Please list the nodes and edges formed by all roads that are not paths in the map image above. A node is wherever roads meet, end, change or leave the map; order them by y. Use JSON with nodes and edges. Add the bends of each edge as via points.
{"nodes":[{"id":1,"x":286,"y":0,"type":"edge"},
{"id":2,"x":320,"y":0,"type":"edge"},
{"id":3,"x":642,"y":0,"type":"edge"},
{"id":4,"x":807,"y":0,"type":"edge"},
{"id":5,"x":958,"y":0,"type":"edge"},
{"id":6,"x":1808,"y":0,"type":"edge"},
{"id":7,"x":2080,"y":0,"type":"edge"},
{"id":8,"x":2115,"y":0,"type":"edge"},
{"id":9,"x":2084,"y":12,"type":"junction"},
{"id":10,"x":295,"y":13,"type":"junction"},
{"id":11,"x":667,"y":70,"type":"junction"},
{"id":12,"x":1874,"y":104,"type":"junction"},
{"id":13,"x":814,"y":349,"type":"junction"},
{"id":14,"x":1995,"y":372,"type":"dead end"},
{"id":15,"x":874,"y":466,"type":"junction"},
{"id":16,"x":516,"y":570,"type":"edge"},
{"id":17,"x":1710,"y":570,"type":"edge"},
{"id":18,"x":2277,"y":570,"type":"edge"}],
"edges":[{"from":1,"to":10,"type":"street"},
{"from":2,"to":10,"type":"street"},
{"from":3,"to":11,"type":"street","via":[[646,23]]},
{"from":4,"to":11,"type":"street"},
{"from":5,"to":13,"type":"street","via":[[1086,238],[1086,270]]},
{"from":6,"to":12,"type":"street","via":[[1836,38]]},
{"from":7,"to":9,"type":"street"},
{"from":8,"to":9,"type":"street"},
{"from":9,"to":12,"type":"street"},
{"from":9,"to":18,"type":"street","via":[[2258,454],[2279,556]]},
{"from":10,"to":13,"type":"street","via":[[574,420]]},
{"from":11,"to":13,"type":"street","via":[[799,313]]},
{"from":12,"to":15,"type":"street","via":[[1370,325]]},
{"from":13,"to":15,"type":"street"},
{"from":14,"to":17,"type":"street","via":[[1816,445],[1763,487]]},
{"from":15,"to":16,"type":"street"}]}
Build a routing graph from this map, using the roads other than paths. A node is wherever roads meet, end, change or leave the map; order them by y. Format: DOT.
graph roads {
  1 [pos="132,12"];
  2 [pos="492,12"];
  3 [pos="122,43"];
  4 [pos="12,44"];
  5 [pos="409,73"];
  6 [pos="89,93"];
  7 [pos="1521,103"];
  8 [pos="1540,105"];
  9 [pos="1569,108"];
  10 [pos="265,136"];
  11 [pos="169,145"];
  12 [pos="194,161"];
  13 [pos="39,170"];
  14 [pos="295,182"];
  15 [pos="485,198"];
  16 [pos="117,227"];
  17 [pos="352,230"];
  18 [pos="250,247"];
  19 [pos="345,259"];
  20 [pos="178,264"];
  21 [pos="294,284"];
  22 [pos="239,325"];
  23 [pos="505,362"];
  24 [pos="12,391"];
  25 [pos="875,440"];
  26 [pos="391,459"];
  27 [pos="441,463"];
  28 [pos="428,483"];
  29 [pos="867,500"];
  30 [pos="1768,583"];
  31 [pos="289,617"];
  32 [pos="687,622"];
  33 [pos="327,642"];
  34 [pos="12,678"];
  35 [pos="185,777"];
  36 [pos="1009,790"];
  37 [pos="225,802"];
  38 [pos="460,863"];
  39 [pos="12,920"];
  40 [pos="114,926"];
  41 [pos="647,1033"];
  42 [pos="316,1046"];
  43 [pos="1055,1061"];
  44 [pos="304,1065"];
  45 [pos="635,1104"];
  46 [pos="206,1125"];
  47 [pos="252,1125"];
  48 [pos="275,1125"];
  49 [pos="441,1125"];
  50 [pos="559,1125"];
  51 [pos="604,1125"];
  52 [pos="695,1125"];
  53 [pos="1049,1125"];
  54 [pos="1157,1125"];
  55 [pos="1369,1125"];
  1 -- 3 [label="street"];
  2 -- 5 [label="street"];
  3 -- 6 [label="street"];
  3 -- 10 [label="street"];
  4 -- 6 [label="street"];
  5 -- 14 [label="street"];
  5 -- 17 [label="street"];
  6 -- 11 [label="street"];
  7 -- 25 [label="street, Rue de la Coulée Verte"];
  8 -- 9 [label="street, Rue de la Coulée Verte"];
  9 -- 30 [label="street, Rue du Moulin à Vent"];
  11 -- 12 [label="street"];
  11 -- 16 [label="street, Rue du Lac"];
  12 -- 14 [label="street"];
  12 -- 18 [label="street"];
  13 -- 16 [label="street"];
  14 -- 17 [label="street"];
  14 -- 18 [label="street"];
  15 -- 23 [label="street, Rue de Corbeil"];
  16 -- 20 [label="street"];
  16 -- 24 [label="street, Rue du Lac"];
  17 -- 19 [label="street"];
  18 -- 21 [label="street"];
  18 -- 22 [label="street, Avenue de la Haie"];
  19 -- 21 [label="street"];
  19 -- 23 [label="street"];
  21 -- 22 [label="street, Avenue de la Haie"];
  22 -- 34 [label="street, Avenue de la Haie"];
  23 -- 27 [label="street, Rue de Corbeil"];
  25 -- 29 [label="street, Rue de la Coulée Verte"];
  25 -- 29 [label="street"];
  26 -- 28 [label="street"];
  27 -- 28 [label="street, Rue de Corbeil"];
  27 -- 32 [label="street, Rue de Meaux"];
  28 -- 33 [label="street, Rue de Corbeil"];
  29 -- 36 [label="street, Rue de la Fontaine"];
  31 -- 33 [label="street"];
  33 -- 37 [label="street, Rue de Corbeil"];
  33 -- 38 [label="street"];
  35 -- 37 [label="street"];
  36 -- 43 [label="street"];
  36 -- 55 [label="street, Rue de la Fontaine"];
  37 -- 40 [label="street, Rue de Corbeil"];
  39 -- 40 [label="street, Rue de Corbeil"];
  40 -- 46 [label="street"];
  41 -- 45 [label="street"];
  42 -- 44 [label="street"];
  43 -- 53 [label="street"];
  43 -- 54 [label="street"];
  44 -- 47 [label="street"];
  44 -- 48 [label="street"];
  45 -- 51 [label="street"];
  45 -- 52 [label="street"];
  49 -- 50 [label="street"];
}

* **Assigned task**
Looking at the entries above, work out how many lines contain "Fontaine", then reply with that number and no other words.

* **The completed task**
2